Oito anos sem respostas: Família de Moisés Costa cobra resultados da investigação do crime: “aguardamos justiça”

Neste domingo, 30 de agosto, o assassinato do ex-prefeito de Miracema do Tocantins, Moisés Costa, conhecido como Moisés da Sercon, completa oito anos sem uma resposta definitiva. Em manifestação pública, Fidel Costa, irmão do ex-gestor, voltou a cobrar celeridade, transparência e a identificação dos verdadeiros responsáveis pelo crime ocorrido em 2018.

“São oito anos cobrando. Oito anos acompanhando. Oito anos esperando por justiça”, declarou Fidel.

Segundo ele, a família acompanha o caso desde o início, mas ainda convive com dúvidas e com a falta de uma conclusão. Fidel ressaltou que os familiares não querem que pessoas inocentes sejam responsabilizadas, mas esperam que os verdadeiros culpados sejam identificados e punidos conforme a lei.

O irmão do ex-prefeito também criticou o uso político do nome de Moisés durante o período eleitoral.
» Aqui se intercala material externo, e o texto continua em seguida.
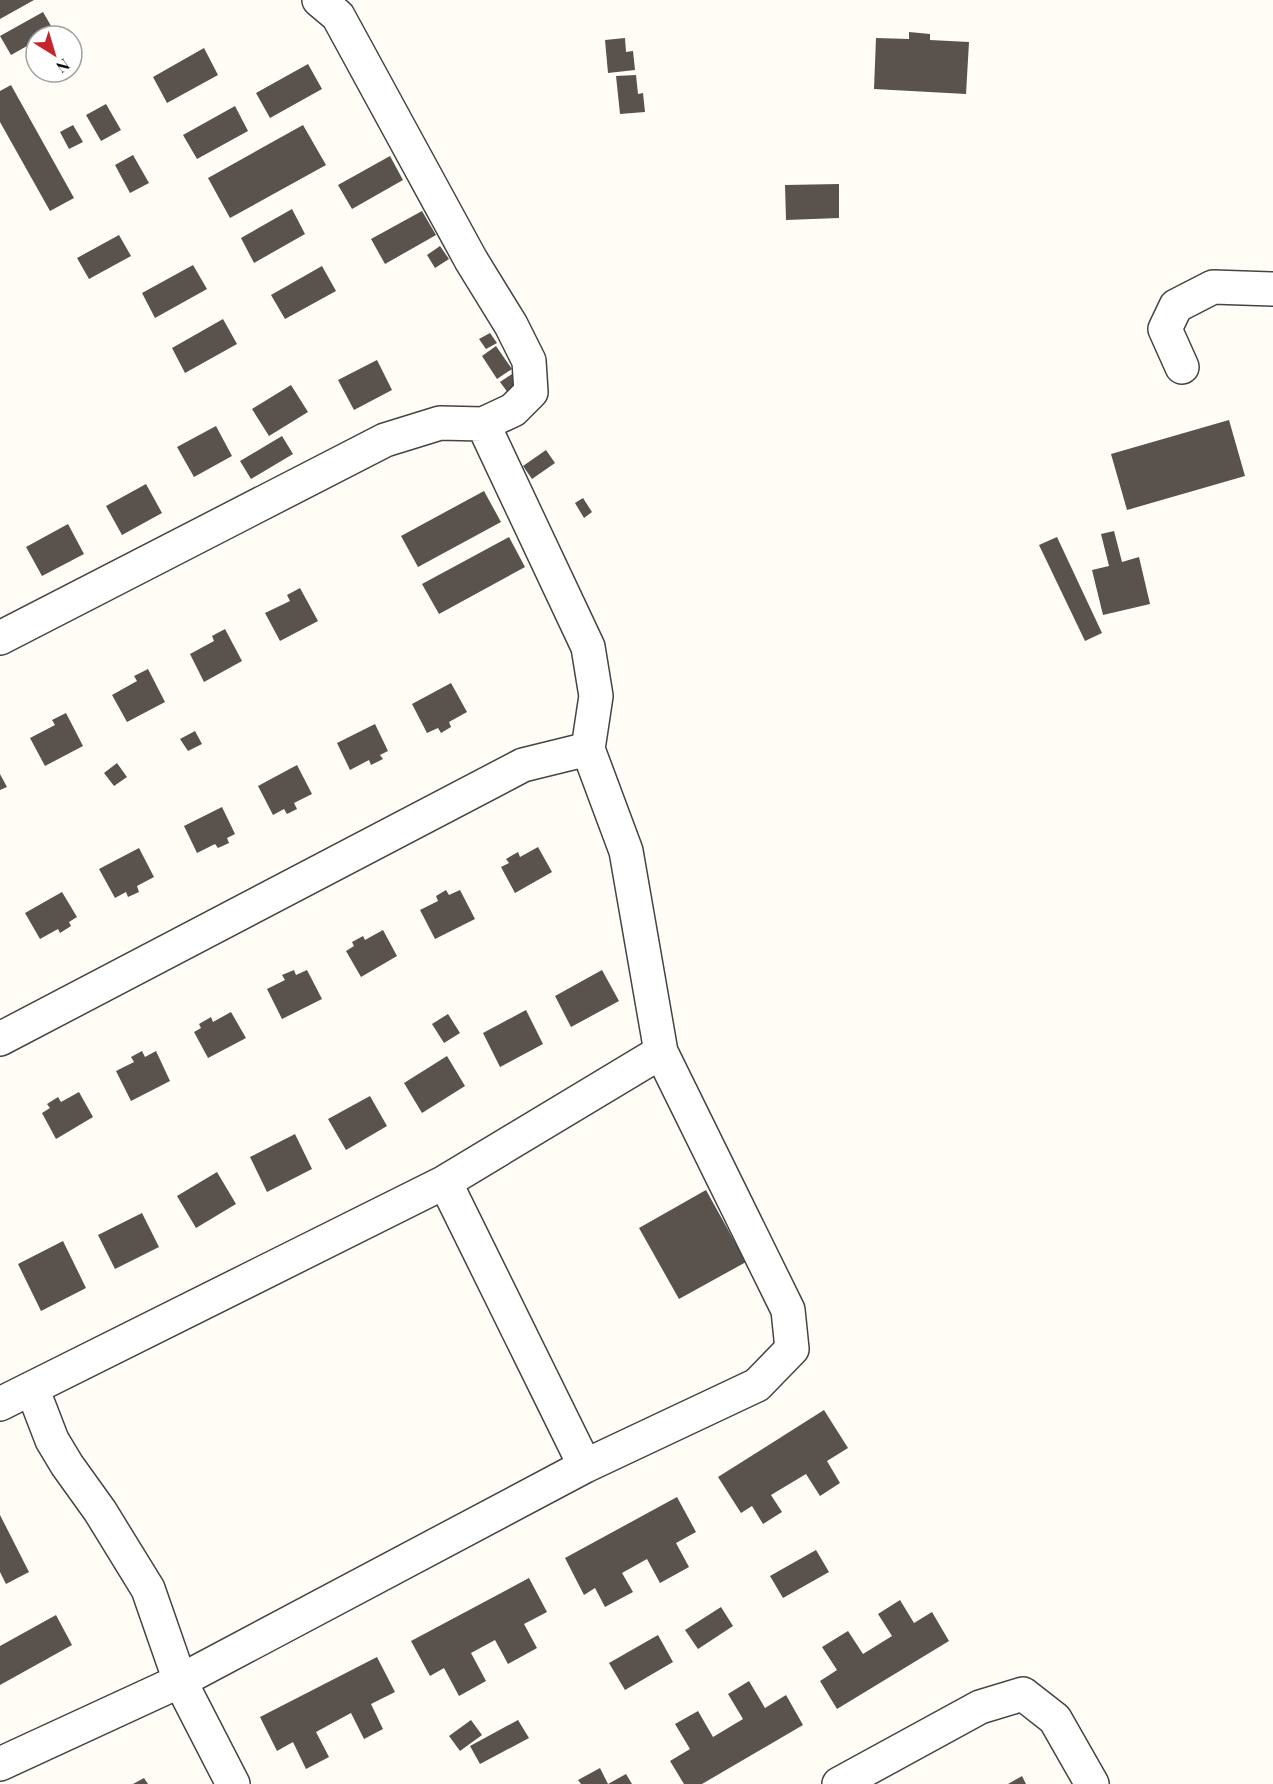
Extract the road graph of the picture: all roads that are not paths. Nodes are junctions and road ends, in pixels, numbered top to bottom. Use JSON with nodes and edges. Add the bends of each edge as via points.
{"nodes":[{"id":1,"x":319,"y":0,"type":"edge"},
{"id":2,"x":1273,"y":289,"type":"edge"},
{"id":3,"x":1182,"y":367,"type":"dead end"},
{"id":4,"x":483,"y":424,"type":"junction"},
{"id":5,"x":0,"y":638,"type":"edge"},
{"id":6,"x":588,"y":749,"type":"junction"},
{"id":7,"x":0,"y":1039,"type":"edge"},
{"id":8,"x":661,"y":1052,"type":"junction"},
{"id":9,"x":445,"y":1182,"type":"junction"},
{"id":10,"x":32,"y":1388,"type":"junction"},
{"id":11,"x":0,"y":1404,"type":"edge"},
{"id":12,"x":585,"y":1466,"type":"junction"},
{"id":13,"x":180,"y":1681,"type":"junction"},
{"id":14,"x":0,"y":1764,"type":"edge"},
{"id":15,"x":233,"y":1784,"type":"edge"},
{"id":16,"x":839,"y":1784,"type":"edge"},
{"id":17,"x":1092,"y":1784,"type":"edge"}],
"edges":[{"from":1,"to":4,"type":"lane","via":[[338,16],[529,361],[531,392],[513,410]]},
{"from":2,"to":3,"type":"lane","via":[[1213,287],[1176,306],[1166,329]]},
{"from":4,"to":5,"type":"lane","via":[[440,423],[385,440]]},
{"from":4,"to":6,"type":"lane","via":[[588,647],[596,696]]},
{"from":6,"to":7,"type":"lane","via":[[523,765]]},
{"from":6,"to":8,"type":"lane","via":[[626,851]]},
{"from":8,"to":9,"type":"lane"},
{"from":8,"to":12,"type":"lane","via":[[788,1310],[792,1349],[757,1385]]},
{"from":9,"to":10,"type":"lane"},
{"from":9,"to":12,"type":"lane"},
{"from":10,"to":11,"type":"lane"},
{"from":10,"to":13,"type":"lane","via":[[52,1440],[148,1589]]},
{"from":12,"to":13,"type":"lane"},
{"from":13,"to":14,"type":"lane"},
{"from":13,"to":15,"type":"lane"},
{"from":16,"to":17,"type":"lane","via":[[980,1707],[1023,1694],[1055,1719]]}]}
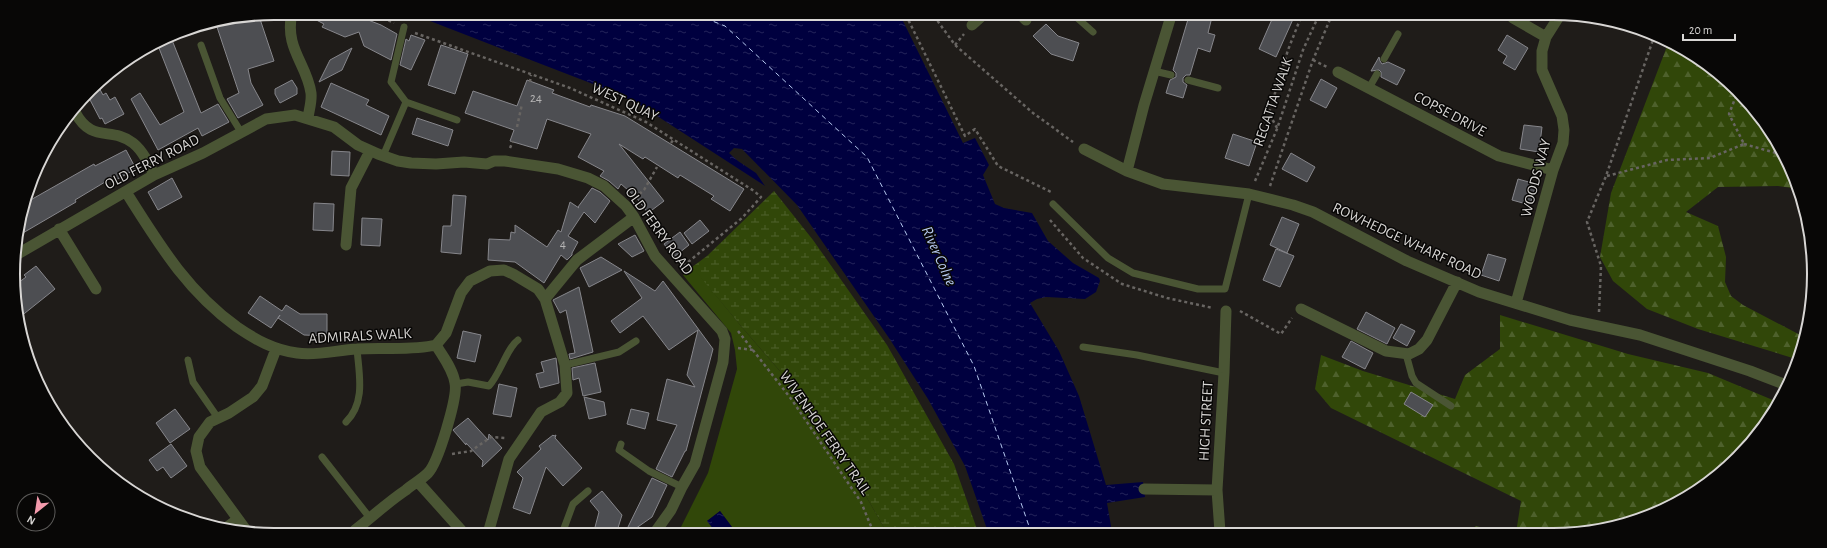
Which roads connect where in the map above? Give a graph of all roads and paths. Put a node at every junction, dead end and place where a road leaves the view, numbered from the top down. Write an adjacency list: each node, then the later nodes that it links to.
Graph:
1 (291, 20): 34 (street)
2 (387, 20): 14 (path, WEST QUAY)
3 (908, 20): 54 (path)
4 (937, 20): 42 (path)
5 (978, 20): 13 (street)
6 (1078, 20): 15 (lane)
7 (1170, 20): 21 (street)
8 (1301, 20): 37 (path)
9 (1317, 20): 37 (path, REGATTA WALK)
10 (1331, 20): 53 (path)
11 (1516, 20): 17 (street)
12 (1557, 20): 17 (street, WOODS WAY)
13 (972, 25)
14 (404, 28): 24 (path, WEST QUAY); 31 (lane)
15 (1092, 32)
16 (1398, 34): 20 (lane)
17 (1546, 37): 47 (street, WOODS WAY)
18 (1653, 40): 50 (path)
19 (202, 45): 38 (lane)
20 (1384, 60)
21 (1154, 71): 25 (lane); 48 (street)
22 (1338, 72): 29 (street, COPSE DRIVE)
23 (1376, 74): 29 (lane)
24 (531, 75): 27 (path); 39 (path, WEST QUAY)
25 (1171, 75)
26 (1188, 80): 28 (lane)
27 (530, 82)
28 (1218, 88)
29 (1369, 88): 47 (street, COPSE DRIVE)
30 (1735, 97): 41 (path)
31 (406, 102): 35 (lane); 45 (lane)
32 (522, 104): 36 (path)
33 (77, 114): 49 (street)
34 (308, 118): 38 (street, OLD FERRY ROAD); 43 (street, OLD FERRY ROAD)
35 (457, 120)
36 (517, 127)
37 (1277, 129): 52 (path, REGATTA WALK)
38 (241, 132): 49 (street, OLD FERRY ROAD)
39 (674, 139): 40 (path); 60 (path, WEST QUAY)
40 (671, 143)
41 (1744, 144): 44 (path); 50 (path)
42 (1084, 149): 48 (street, ROWHEDGE WHARF ROAD)
43 (370, 151): 45 (street, OLD FERRY ROAD); 58 (street)
44 (1776, 153)
45 (383, 156): 55 (street, OLD FERRY ROAD)
46 (657, 167): 55 (path)
47 (1553, 170): 64 (street, WOODS WAY)
48 (1127, 171): 52 (street, ROWHEDGE WHARF ROAD)
49 (154, 175): 51 (street, OLD FERRY ROAD)
50 (1606, 176): 67 (path)
51 (126, 192): 57 (street, OLD FERRY ROAD); 72 (street, ADMIRALS WALK)
52 (1249, 194): 53 (street, ROWHEDGE WHARF ROAD); 54 (lane)
53 (1266, 197): 61 (street, ROWHEDGE WHARF ROAD)
54 (1053, 204): 66 (path)
55 (626, 206): 56 (street, OLD FERRY ROAD)
56 (634, 217): 63 (street); 89 (street, OLD FERRY ROAD)
57 (59, 229): 59 (street, OLD FERRY ROAD); 62 (street)
58 (346, 244)
59 (21, 252)
60 (684, 265)
61 (1457, 282): 64 (street, ROWHEDGE WHARF ROAD); 75 (street)
62 (96, 289)
63 (546, 299): 70 (street); 77 (street)
64 (1516, 303): 67 (street, ROWHEDGE WHARF ROAD)
65 (1301, 309): 66 (path); 75 (street)
66 (1226, 311): 78 (street, HIGH STREET)
67 (1597, 324): 80 (street, ROWHEDGE WHARF ROAD)
68 (518, 340): 79 (lane)
69 (636, 341): 77 (lane)
70 (436, 345): 73 (street, ADMIRALS WALK); 79 (street)
71 (1082, 347): 78 (lane)
72 (276, 349): 73 (street, ADMIRALS WALK); 82 (street)
73 (357, 349): 83 (lane)
74 (753, 350): 102 (path, WIVENHOE FERRY TRAIL)
75 (1406, 354): 81 (lane)
76 (188, 360): 82 (lane)
77 (565, 365): 84 (street)
78 (1224, 373): 91 (street, HIGH STREET)
79 (456, 384): 88 (street)
80 (1782, 384)
81 (1451, 406)
82 (218, 418): 94 (street)
83 (346, 422)
84 (520, 443): 86 (path); 99 (street)
85 (621, 444): 89 (lane)
86 (471, 451)
87 (322, 457): 93 (lane)
88 (418, 482): 93 (street); 98 (street)
89 (682, 487): 101 (street, OLD FERRY ROAD)
90 (1144, 488): 91 (street)
91 (1217, 490): 103 (street, HIGH STREET)
92 (588, 491): 100 (lane)
93 (370, 518): 97 (street)
94 (237, 520): 95 (street); 96 (street)
95 (231, 524)
96 (242, 526)
97 (358, 528)
98 (456, 528)
99 (490, 528)
100 (564, 528)
101 (658, 528)
102 (872, 528)
103 (1220, 528)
Para Fidel, enquanto a memória do ex-gestor é utilizada para conquistar votos, não existe a mesma disposição política para colaborar com o esclarecimento do assassinato.

“É revoltante constatar que, em ano eleitoral, o nome de Moisés é usado para angariar votos, mesmo após sua morte. No entanto, não vemos a mesma disposição política para ajudar a resolver o caso”, afirmou.

Na manifestação, Fidel direcionou a cobrança ao Ministério Público e aos órgãos de investigação, especialmente à Secretaria da Segurança Pública. Ele defendeu que as instituições têm a obrigação de apresentar uma resposta tanto à família quanto à sociedade de Miracema.

“A ausência de uma conclusão prejudica a credibilidade da Justiça e deixa uma mancha que precisa ser reparada”, declarou.

Fidel reconheceu que abordar o assassinato do irmão, mesmo depois de oito anos, continua sendo doloroso, mas considerou necessário manter a cobrança pública. Ele afirmou ainda que a demora no esclarecimento do caso aumentou a descrença da família na Justiça tocantinense.

Em uma das declarações mais contundentes do texto, Fidel disse que a falta de respostas passa a impressão de que alguém poderoso estaria sendo protegido. A afirmação representa uma suspeita levantada pelo familiar, sem comprovação apresentada na manifestação.

“Transparece publicamente que estão protegendo alguém muito poderoso. As autoridades competentes não parecem nada interessadas em resolver, de fato, este caso”, afirmou.

Ao encerrar o texto, assinado em Miracema do Tocantins, Fidel Costa reforçou o apelo que acompanha a família desde 2018: “Aguardamos Justiça.”